I think any answer to this question is purely speculative since I will never get access to such a device, so let’s just play along for now, and say yes there are things in my life I would go back and tell my younger self to review some decisions.

Given I have made some horrendously bad decisions in my personal life (until I met my wife of course), let’s leave this interesting exercise solely in the Personal Finance spectrum, just to make this less of a Jungian exploit (and this post doesn’t turn into a novella)

Hour Glass

Time Waits For No One

You Don’t Need That Many LPs!

Yes in University, I spent a lot of the money that I had built up as a “nest egg” from age 12-19 on Vinyl LPs. Why did I do this, mostly because I could.  I do love music, and some of those albums I still treasure, but holy crap dude, that was a lot of money spent in a short time on something you don’t use any more!

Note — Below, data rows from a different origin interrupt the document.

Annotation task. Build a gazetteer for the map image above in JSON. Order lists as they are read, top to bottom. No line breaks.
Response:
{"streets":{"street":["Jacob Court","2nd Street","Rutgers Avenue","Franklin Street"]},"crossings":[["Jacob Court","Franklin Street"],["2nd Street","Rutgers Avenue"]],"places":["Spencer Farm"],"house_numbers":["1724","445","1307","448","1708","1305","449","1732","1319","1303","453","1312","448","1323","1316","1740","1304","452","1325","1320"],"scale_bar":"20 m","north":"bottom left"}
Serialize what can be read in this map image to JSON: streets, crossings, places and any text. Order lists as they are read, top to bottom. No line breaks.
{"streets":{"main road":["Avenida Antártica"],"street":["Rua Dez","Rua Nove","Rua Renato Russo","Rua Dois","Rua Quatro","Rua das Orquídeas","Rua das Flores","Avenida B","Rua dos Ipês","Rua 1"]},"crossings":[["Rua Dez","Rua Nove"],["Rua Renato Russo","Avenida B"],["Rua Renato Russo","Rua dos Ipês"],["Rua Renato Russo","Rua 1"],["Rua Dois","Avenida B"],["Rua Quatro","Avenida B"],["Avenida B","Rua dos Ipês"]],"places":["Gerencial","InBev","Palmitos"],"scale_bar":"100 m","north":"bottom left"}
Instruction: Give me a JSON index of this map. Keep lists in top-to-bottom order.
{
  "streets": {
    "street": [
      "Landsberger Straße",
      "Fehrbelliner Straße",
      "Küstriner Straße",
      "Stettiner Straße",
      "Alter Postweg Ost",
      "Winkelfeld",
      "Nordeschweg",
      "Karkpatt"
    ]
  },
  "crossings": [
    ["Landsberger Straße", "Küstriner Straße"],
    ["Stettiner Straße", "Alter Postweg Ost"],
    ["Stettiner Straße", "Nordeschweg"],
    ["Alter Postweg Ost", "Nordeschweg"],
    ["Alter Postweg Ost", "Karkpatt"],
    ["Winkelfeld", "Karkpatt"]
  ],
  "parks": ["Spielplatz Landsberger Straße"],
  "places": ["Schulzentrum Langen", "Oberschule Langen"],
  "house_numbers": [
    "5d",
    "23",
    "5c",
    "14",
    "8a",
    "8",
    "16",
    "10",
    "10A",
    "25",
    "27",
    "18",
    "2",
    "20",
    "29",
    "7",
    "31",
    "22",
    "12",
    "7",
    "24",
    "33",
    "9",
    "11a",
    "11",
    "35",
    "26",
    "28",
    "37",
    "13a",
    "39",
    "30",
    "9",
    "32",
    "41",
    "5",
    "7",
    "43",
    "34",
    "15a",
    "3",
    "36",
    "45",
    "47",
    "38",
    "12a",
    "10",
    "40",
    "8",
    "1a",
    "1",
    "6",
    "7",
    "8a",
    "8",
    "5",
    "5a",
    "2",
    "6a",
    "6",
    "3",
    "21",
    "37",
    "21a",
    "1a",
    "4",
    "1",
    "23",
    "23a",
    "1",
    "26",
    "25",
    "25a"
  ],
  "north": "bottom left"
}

To quote the Men in Black, “…This is gonna replace CD’s soon; guess I’ll have to buy the White Album again ….“, you know how many different formats I have Exile on Main Street ? I can’t find my 8-track version though.

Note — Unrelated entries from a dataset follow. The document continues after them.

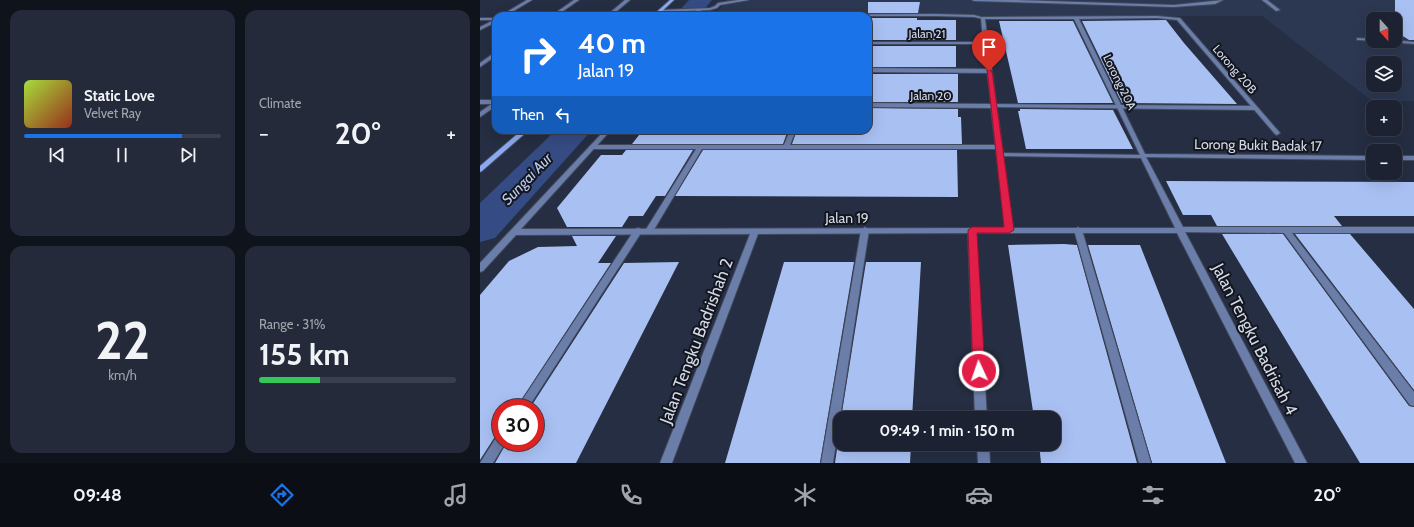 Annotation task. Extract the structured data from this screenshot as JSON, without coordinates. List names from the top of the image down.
{
  "streets": {
    "street": [
      "Jalan 21",
      "Lorong 20B",
      "Lorong 20A",
      "Jalan 20",
      "Lorong Bukit Badak 17",
      "Jalan 19",
      "Jalan Tengku Badrisah 4",
      "Jalan Tengku Badrishah 2"
    ]
  },
  "crossings": [
    ["Lorong 20B", "Lorong 20A"],
    ["Lorong 20B", "Jalan 20"],
    ["Lorong 20A", "Jalan 20"],
    ["Lorong 20A", "Lorong Bukit Badak 17"],
    ["Lorong 20A", "Jalan 19"],
    ["Lorong 20A", "Jalan Tengku Badrisah 4"],
    ["Jalan 19", "Jalan Tengku Badrisah 4"],
    ["Jalan 19", "Jalan Tengku Badrishah 2"]
  ],
  "water": ["Sungai Aur"],
  "north": "bottom",
  "page": {
    "tile": [
      "Climate",
      ["22", "km/h"],
      ["Range · 31%", "155 km"]
    ],
    "map_buttons": ["+", "−"],
    "turn": ["40 m", "Jalan 19"],
    "song": ["Static Love", "Velvet Ray"],
    "then": "Then",
    "heat": ["−", "20°", "+"],
    "limit": "30",
    "trip": "09:49 · 1 min · 150 m",
    "tabs": ["09:48", "20°"]
  }
} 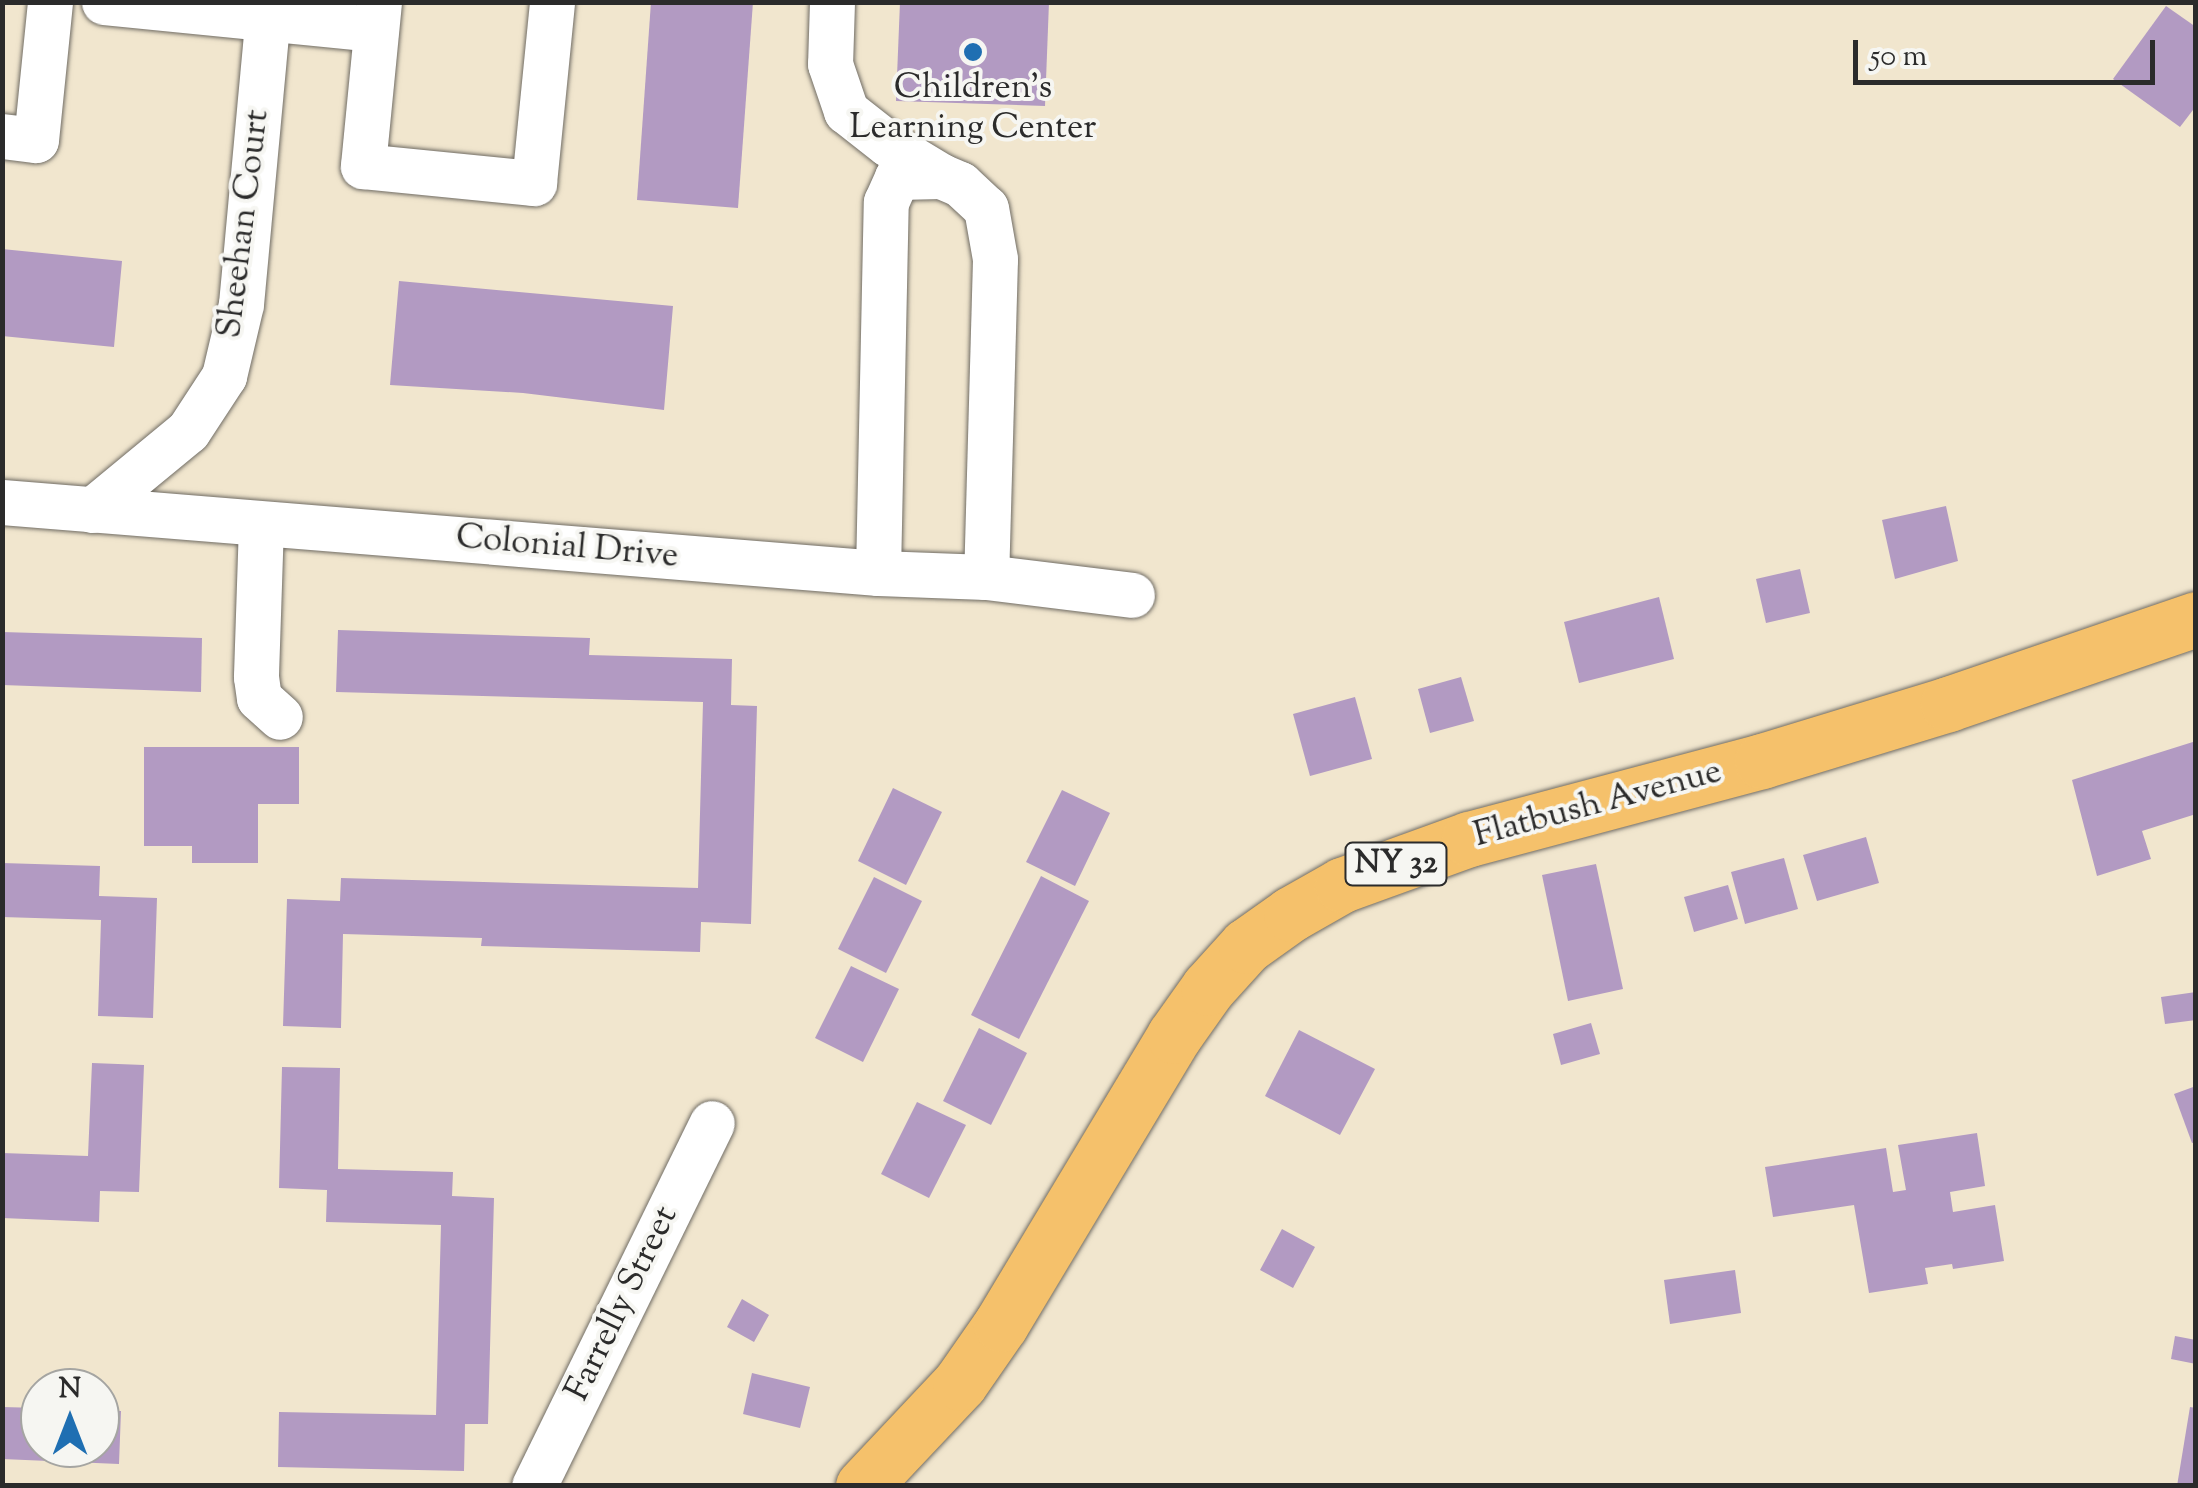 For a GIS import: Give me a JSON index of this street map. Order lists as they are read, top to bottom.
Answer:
{
  "streets": {
    "main road": ["Flatbush Avenue", "NY 32"],
    "street": ["Sheehan Court", "Colonial Drive", "Farrelly Street"]
  },
  "crossings": [
    ["Sheehan Court", "Colonial Drive"]
  ],
  "places": ["Children's Learning Center"],
  "scale_bar": "50 m",
  "north": "top"
}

Discretionary spending can be destructive.

Money Doesn’t Buy Friends

Yup, I spent a lot of money on girlfriends and alleged friends, thinking that is what you do, and in hindsight, given how pissed off I felt about those friends when they turned out as “fair weather friends” and the girlfriends dumped me, that money was truly wasted. I view that money lost as mostly a learning experience, but at the end of it, the price was more likely more than my tuition for University.

Everybody is your best buddy, when you have some cash (yes, that is an incredibly cynical statement, but unfortunately a true cynical statement).

Your Finances are not an Experiment

Thinking that you can experiment with financial ideas is stupid. I put money in some very odd investments and savings vehicles without fully understanding what the ideas entailed. I should have done more investigation first and then gone in with my eyes open.

Money lost, is money lost, there is no infinite money reserve, and I should have been much cheaper in my younger days (in this area). As you get older the cost of your mistakes are cheaper, but only because the money you spent has a shorter time to grow.

If I blew $1000 when I was 25 it would be worth about it could be worth about $16,000 or more by the time I am 65, however if I blow $1000 when I am 45, it would only be worth $4000 when I am 65, so make your financial mistakes later in life (yes, I am being facetious).

Thinking that you have plenty of time to recover lost moneys is a decreasing return equation. I should get that put on a T-Shirt or something, I might recuperate some funds with that.

What’s With the Hair?

OK, I’ll indulge myself that as well, having looked back at pictures of me at a younger age my other comment might be, “Get a normal haircut, ya freak!”.

If you could go back 30 years, what would you advise yourself (financially)?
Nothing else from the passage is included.